** Opening Data for the task block **
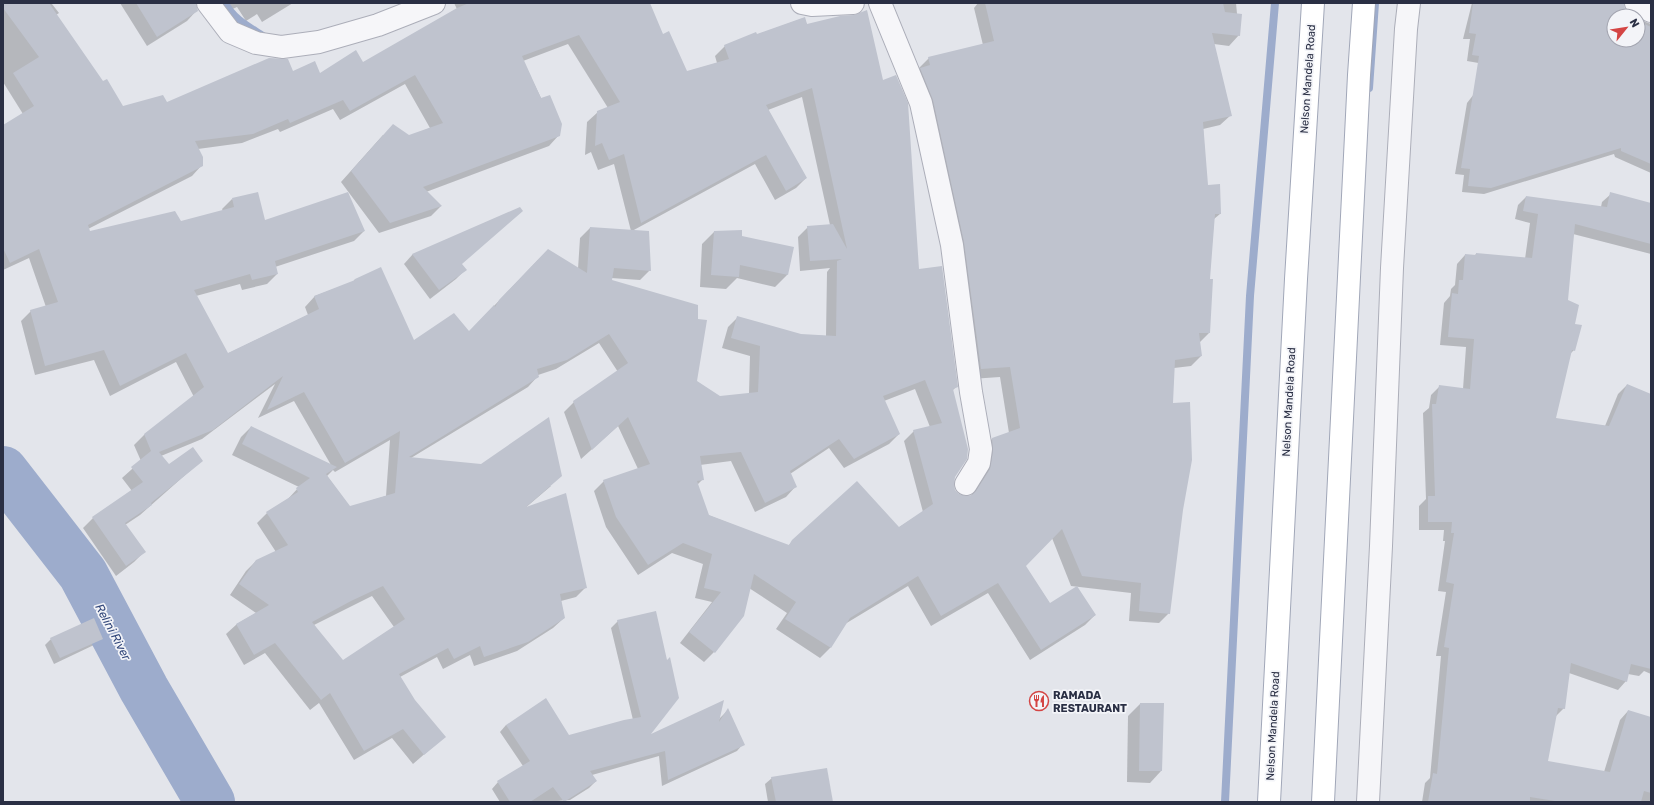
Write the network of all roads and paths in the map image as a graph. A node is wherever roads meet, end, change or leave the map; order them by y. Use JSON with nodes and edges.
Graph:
{"nodes":[{"id":1,"x":208,"y":3,"type":"edge"},
{"id":2,"x":434,"y":3,"type":"edge"},
{"id":3,"x":802,"y":3,"type":"edge"},
{"id":4,"x":853,"y":3,"type":"edge"},
{"id":5,"x":880,"y":3,"type":"edge"},
{"id":6,"x":1313,"y":3,"type":"edge"},
{"id":7,"x":1364,"y":3,"type":"edge"},
{"id":8,"x":1409,"y":3,"type":"edge"},
{"id":9,"x":1636,"y":3,"type":"edge"},
{"id":10,"x":1651,"y":11,"type":"edge"},
{"id":11,"x":966,"y":484,"type":"dead end"},
{"id":12,"x":1269,"y":802,"type":"edge"},
{"id":13,"x":1322,"y":802,"type":"edge"},
{"id":14,"x":1368,"y":802,"type":"edge"}],
"edges":[{"from":1,"to":2,"type":"street"},
{"from":3,"to":4,"type":"street"},
{"from":5,"to":11,"type":"street"},
{"from":6,"to":12,"type":"main road","name":"Nelson Mandela Road"},
{"from":7,"to":13,"type":"main road"},
{"from":8,"to":14,"type":"street"},
{"from":9,"to":10,"type":"street"}]}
** Closing Data for the task block **
Work order: In your copy, restate the data above word for word but leave out any picture.

Exercise output:
Write the network of all roads and paths in the map image as a graph. A node is wherever roads meet, end, change or leave the map; order them by y. Use JSON with nodes and edges.
Graph:
{"nodes":[{"id":1,"x":208,"y":3,"type":"edge"},
{"id":2,"x":434,"y":3,"type":"edge"},
{"id":3,"x":802,"y":3,"type":"edge"},
{"id":4,"x":853,"y":3,"type":"edge"},
{"id":5,"x":880,"y":3,"type":"edge"},
{"id":6,"x":1313,"y":3,"type":"edge"},
{"id":7,"x":1364,"y":3,"type":"edge"},
{"id":8,"x":1409,"y":3,"type":"edge"},
{"id":9,"x":1636,"y":3,"type":"edge"},
{"id":10,"x":1651,"y":11,"type":"edge"},
{"id":11,"x":966,"y":484,"type":"dead end"},
{"id":12,"x":1269,"y":802,"type":"edge"},
{"id":13,"x":1322,"y":802,"type":"edge"},
{"id":14,"x":1368,"y":802,"type":"edge"}],
"edges":[{"from":1,"to":2,"type":"street"},
{"from":3,"to":4,"type":"street"},
{"from":5,"to":11,"type":"street"},
{"from":6,"to":12,"type":"main road","name":"Nelson Mandela Road"},
{"from":7,"to":13,"type":"main road"},
{"from":8,"to":14,"type":"street"},
{"from":9,"to":10,"type":"street"}]}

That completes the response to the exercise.